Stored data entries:
* * *

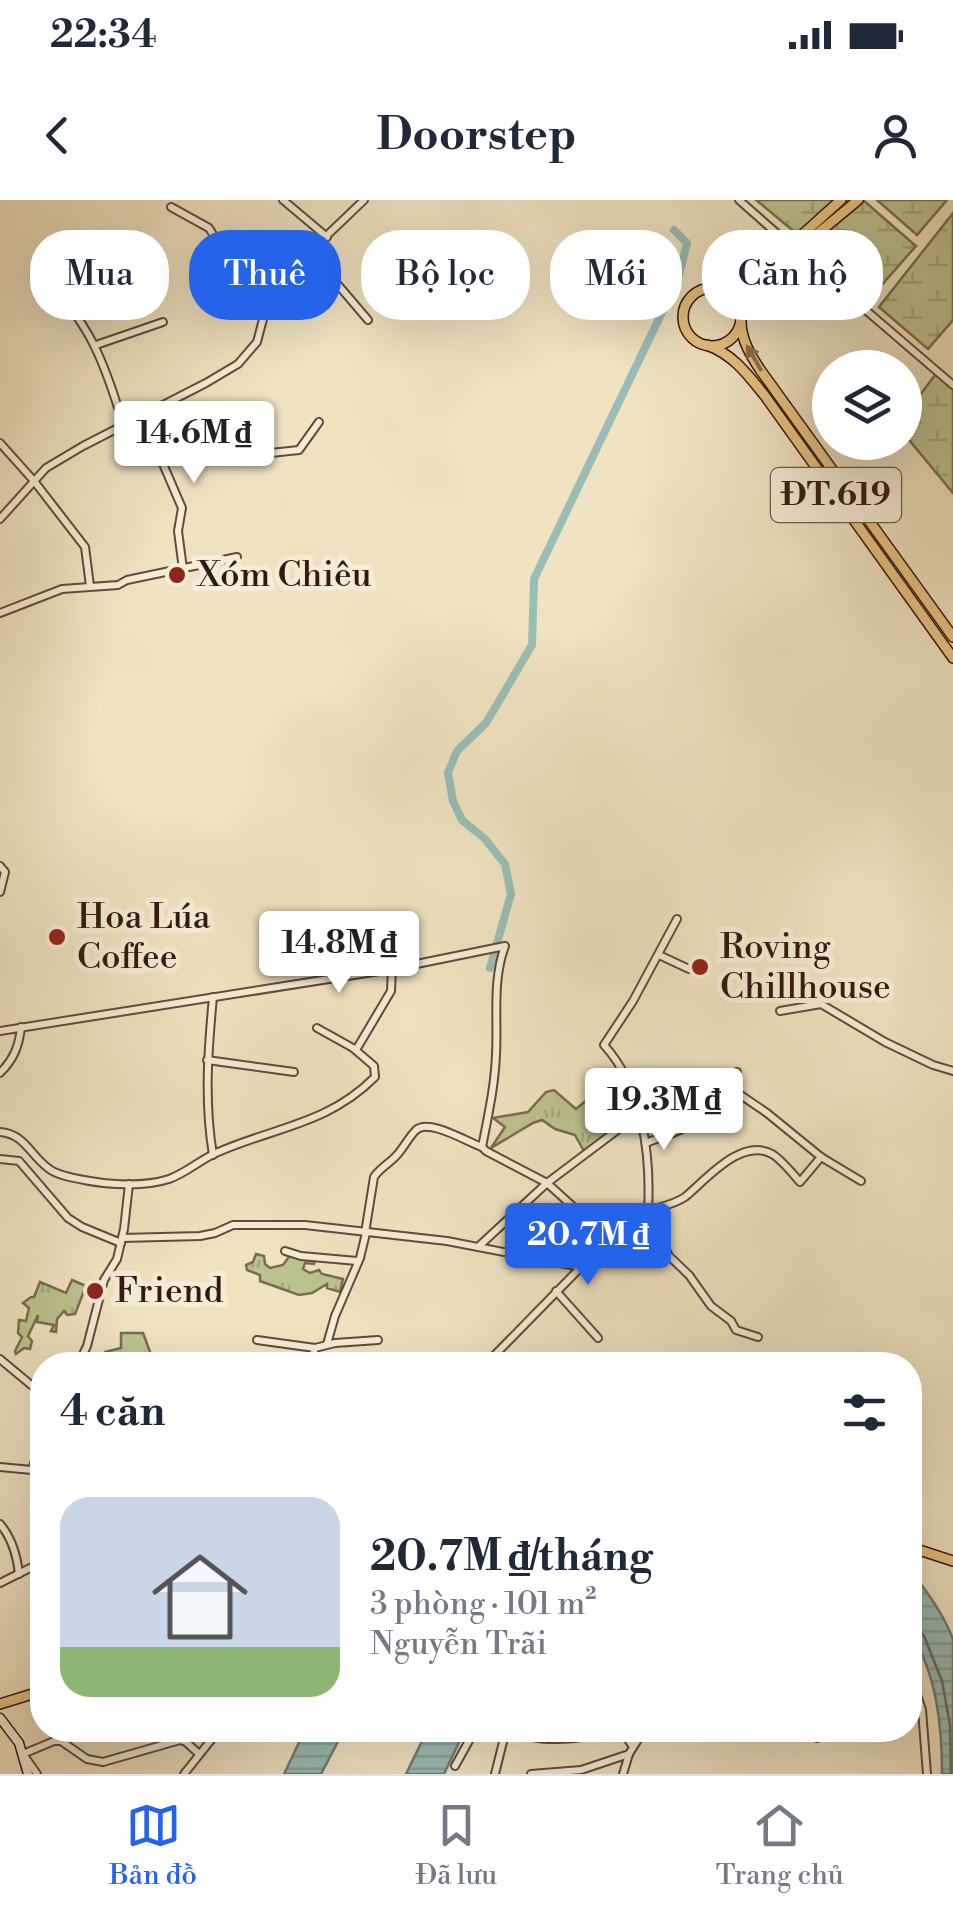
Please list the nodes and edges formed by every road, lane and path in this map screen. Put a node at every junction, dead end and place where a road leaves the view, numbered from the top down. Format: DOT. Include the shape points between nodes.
graph roads {
  1 [pos="284,200"];
  2 [pos="364,200"];
  3 [pos="739,200"];
  4 [pos="841,200"];
  5 [pos="858,200"];
  6 [pos="171,207"];
  7 [pos="210,230"];
  8 [pos="319,230"];
  9 [pos="334,230"];
  10 [pos="774,230"];
  11 [pos="806,230"];
  12 [pos="823,230"];
  13 [pos="341,288"];
  14 [pos="702,292"];
  15 [pos="361,312"];
  16 [pos="79,320"];
  17 [pos="262,320"];
  18 [pos="740,320"];
  19 [pos="741,320"];
  20 [pos="877,320"];
  21 [pos="163,322"];
  22 [pos="96,345"];
  23 [pos="707,345"];
  24 [pos="953,385"];
  25 [pos="150,411"];
  26 [pos="320,422"];
  27 [pos="123,424"];
  28 [pos="0,442"];
  29 [pos="261,454"];
  30 [pos="34,481"];
  31 [pos="0,519"];
  32 [pos="237,557"];
  33 [pos="182,569"];
  34 [pos="90,586"];
  35 [pos="0,613"];
  36 [pos="953,636"];
  37 [pos="953,658"];
  38 [pos="0,866"];
  39 [pos="0,892"];
  40 [pos="677,919"];
  41 [pos="659,956"];
  42 [pos="392,969"];
  43 [pos="690,969"];
  44 [pos="214,997"];
  45 [pos="780,1011"];
  46 [pos="21,1027"];
  47 [pos="317,1028"];
  48 [pos="0,1031"];
  49 [pos="356,1050"];
  50 [pos="207,1060"];
  51 [pos="953,1071"];
  52 [pos="294,1072"];
  53 [pos="736,1072"];
  54 [pos="0,1073"];
  55 [pos="723,1083"];
  56 [pos="639,1118"];
  57 [pos="0,1132"];
  58 [pos="646,1143"];
  59 [pos="482,1146"];
  60 [pos="212,1155"];
  61 [pos="821,1158"];
  62 [pos="0,1159"];
  63 [pos="861,1181"];
  64 [pos="546,1183"];
  65 [pos="129,1184"];
  66 [pos="648,1210"];
  67 [pos="366,1233"];
  68 [pos="121,1240"];
  69 [pos="612,1242"];
  70 [pos="478,1248"];
  71 [pos="285,1251"];
  72 [pos="357,1261"];
  73 [pos="581,1267"];
  74 [pos="556,1292"];
  75 [pos="758,1336"];
  76 [pos="598,1338"];
  77 [pos="257,1340"];
  78 [pos="378,1340"];
  79 [pos="327,1345"];
  80 [pos="315,1348"];
  81 [pos="84,1352"];
  82 [pos="314,1352"];
  83 [pos="498,1352"];
  84 [pos="0,1359"];
  85 [pos="30,1384"];
  86 [pos="0,1467"];
  87 [pos="30,1470"];
  88 [pos="0,1524"];
  89 [pos="922,1551"];
  90 [pos="953,1561"];
  91 [pos="30,1568"];
  92 [pos="19,1574"];
  93 [pos="0,1583"];
  94 [pos="30,1695"];
  95 [pos="0,1704"];
  96 [pos="922,1710"];
  97 [pos="0,1718"];
  98 [pos="52,1742"];
  99 [pos="62,1742"];
  100 [pos="173,1742"];
  101 [pos="186,1742"];
  102 [pos="210,1742"];
  103 [pos="468,1742"];
  104 [pos="503,1742"];
  105 [pos="629,1742"];
  106 [pos="636,1742"];
  107 [pos="631,1750"];
  108 [pos="23,1754"];
  109 [pos="199,1754"];
  110 [pos="455,1766"];
  111 [pos="624,1771"];
  112 [pos="28,1774"];
  113 [pos="37,1774"];
  114 [pos="184,1774"];
  115 [pos="496,1774"];
  116 [pos="531,1774"];
  117 [pos="632,1774"];
  118 [pos="927,1774"];
  1 -- 8 [label="street"];
  2 -- 9 [label="street"];
  3 -- 10 [label="street"];
  4 -- 11 [label="main road"];
  5 -- 12 [label="main road"];
  6 -- 7 [label="street"];
  13 -- 15 [label="street"];
  14 -- 23 [label="main road" via="684,319 690,335"];
  16 -- 22 [label="street"];
  17 -- 25 [label="street" via="257,342 238,364"];
  18 -- 23 [label="main road" via="734,335"];
  36 -- 19 [label="main road, ĐT.619, one-way" via="755,361"];
  20 -- 24 [label="street"];
  21 -- 22 [label="street"];
  22 -- 27 [label="street"];
  23 -- 37 [label="main road, ĐT.619" via="729,356 758,386"];
  25 -- 27 [label="street"];
  25 -- 33 [label="street" via="160,458 182,508"];
  26 -- 29 [label="street" via="299,450"];
  27 -- 30 [label="street"];
  28 -- 30 [label="street"];
  30 -- 31 [label="street"];
  30 -- 34 [label="street" via="85,548"];
  32 -- 33 [label="street"];
  33 -- 34 [label="street"];
  34 -- 35 [label="street"];
  38 -- 39 [label="street"];
  40 -- 41 [label="street"];
  41 -- 43 [label="street"];
  41 -- 56 [label="street" via="604,1045 624,1073"];
  42 -- 44 [label="street"];
  42 -- 49 [label="street" via="391,991"];
  42 -- 59 [label="street" via="506,946"];
  44 -- 46 [label="street"];
  44 -- 50 [label="street"];
  45 -- 51 [label="street" via="821,1004"];
  46 -- 48 [label="street"];
  46 -- 54 [label="street" via="19,1045"];
  47 -- 49 [label="street"];
  49 -- 60 [label="street" via="376,1077 350,1098"];
  50 -- 52 [label="street"];
  50 -- 60 [label="street"];
  53 -- 55 [label="street"];
  55 -- 58 [label="street" via="687,1126"];
  55 -- 61 [label="street"];
  56 -- 58 [label="street"];
  56 -- 64 [label="street"];
  57 -- 65 [label="street" via="24,1141 49,1170"];
  58 -- 66 [label="street"];
  59 -- 64 [label="street"];
  59 -- 67 [label="street" via="438,1128 418,1128 374,1177"];
  60 -- 65 [label="street" via="173,1178"];
  61 -- 63 [label="street"];
  61 -- 66 [label="street" via="800,1182 774,1156 751,1152 717,1168 682,1198"];
  62 -- 68 [label="street" via="20,1162 68,1218"];
  64 -- 69 [label="street"];
  64 -- 70 [label="street"];
  65 -- 68 [label="street"];
  66 -- 69 [label="street"];
  66 -- 75 [label="street" via="669,1256 711,1306 736,1330"];
  67 -- 68 [label="street" via="306,1224 232,1225 208,1235"];
  67 -- 70 [label="street"];
  67 -- 72 [label="street"];
  68 -- 81 [label="street"];
  69 -- 73 [label="street"];
  70 -- 73 [label="street"];
  71 -- 72 [label="street"];
  72 -- 79 [label="street"];
  73 -- 74 [label="street"];
  74 -- 76 [label="street"];
  74 -- 83 [label="street"];
  77 -- 80 [label="street"];
  78 -- 79 [label="street"];
  79 -- 80 [label="street"];
  80 -- 82 [label="street"];
  84 -- 85 [label="street"];
  86 -- 87 [label="street"];
  88 -- 92 [label="street"];
  89 -- 90 [label="main road"];
  91 -- 92 [label="street"];
  92 -- 93 [label="street"];
  94 -- 95 [label="main road"];
  96 -- 118 [label="street"];
  97 -- 108 [label="street"];
  98 -- 108 [label="street"];
  99 -- 100 [label="street" via="103,1762"];
  101 -- 109 [label="street"];
  102 -- 109 [label="street"];
  103 -- 110 [label="street"];
  104 -- 115 [label="street"];
  105 -- 107 [label="street"];
  106 -- 107 [label="street"];
  107 -- 111 [label="street"];
  107 -- 116 [label="street" via="581,1770"];
  108 -- 112 [label="street"];
  108 -- 113 [label="street"];
  109 -- 114 [label="street"];
  111 -- 117 [label="street"];
}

* * *

• [HOW TO COMPLETE THIS TASK]:
Using the entries above, copy out all lines that contain the string "main".

• [WRITTEN SOLUTION]:
  4 -- 11 [label="main road"];
  5 -- 12 [label="main road"];
  14 -- 23 [label="main road" via="684,319 690,335"];
  18 -- 23 [label="main road" via="734,335"];
  36 -- 19 [label="main road, ĐT.619, one-way" via="755,361"];
  23 -- 37 [label="main road, ĐT.619" via="729,356 758,386"];
  89 -- 90 [label="main road"];
  94 -- 95 [label="main road"];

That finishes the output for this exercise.